"Broken Bones"
written by Scott Snyder
art by Yanick Paquette (pp. 1-8) and Marco Rudy (pp. 9-20)
Boasting. The unrelenting habit of villains and heroes alike to brag about their power, their superiority, and their plans. "Broken Bones" has a lot of fight-talking.
Seethe, ruler of the Rot, is arrogant and cocksure, entirely convinced of the inevitability of his victory. No doubt, his pride is elemental to his characterization. There's very little sly about the Rot. Beyond a few early ploys to cripple its enemies—the assault on the Parliament of Trees by an infected Amazon explorer and the infection accelerated by Maxine's interference in Animal Man—Seethe's strategy has been unflaggingly straightforward. Using brute strength to construct a stronghold in the desert and amass an army of corpses, the Rot will simply suffocate all life.
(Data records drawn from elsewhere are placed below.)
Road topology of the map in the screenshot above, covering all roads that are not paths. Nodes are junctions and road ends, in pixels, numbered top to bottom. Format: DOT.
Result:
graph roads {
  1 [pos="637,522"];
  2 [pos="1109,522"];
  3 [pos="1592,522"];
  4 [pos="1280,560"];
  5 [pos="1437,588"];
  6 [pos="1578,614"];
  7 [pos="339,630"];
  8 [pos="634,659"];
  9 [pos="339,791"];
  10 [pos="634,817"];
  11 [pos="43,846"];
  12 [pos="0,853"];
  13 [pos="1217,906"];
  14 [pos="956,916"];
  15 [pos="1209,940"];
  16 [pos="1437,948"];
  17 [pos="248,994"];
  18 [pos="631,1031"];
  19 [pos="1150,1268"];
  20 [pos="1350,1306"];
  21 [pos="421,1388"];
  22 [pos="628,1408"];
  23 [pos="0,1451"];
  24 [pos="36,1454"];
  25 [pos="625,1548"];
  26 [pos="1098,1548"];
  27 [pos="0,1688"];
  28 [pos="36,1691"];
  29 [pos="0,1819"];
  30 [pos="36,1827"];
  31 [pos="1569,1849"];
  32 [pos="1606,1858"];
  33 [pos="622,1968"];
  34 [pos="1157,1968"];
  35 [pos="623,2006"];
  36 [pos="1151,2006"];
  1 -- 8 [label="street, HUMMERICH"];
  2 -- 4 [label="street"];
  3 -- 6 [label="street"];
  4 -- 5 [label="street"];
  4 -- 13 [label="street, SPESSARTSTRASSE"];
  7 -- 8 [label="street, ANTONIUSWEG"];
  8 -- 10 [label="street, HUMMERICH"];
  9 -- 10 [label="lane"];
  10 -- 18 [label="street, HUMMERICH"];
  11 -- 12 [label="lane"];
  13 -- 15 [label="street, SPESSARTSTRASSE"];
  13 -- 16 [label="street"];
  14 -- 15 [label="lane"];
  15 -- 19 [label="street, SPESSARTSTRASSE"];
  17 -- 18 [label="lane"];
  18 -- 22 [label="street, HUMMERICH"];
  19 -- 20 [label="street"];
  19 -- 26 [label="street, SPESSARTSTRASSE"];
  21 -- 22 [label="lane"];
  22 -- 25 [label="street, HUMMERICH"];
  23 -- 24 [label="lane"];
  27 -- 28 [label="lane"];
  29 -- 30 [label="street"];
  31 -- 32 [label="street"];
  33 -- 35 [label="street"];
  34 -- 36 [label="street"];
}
Seethe also enjoys gloating. It is not enough to metamorphose Abby into a skeletal insect queen for the Rot, and it is not enough to dispatch the Swamp Thing, champion of the Green, with little mess or delay. Seethe enjoys the irony of inviting a newly transformed Abby to kill her former lover as he tries to save her. Because he is so convinced of his victory, Seethe can imagine no alternative outcome. This is his mistake. He underestimates their affection for each other and their defiance of those—himself and the Parliament—who would force them into anything else.
Alec's solution is elegantly simple: he sweetened her canned peaches with orchid seeds. When needed, he grew them out of her, breaking the Rot's control over her. But as always, Paquette and Rudy deliver an alternately beautiful and bleak vision of a mediocre script with a strong story.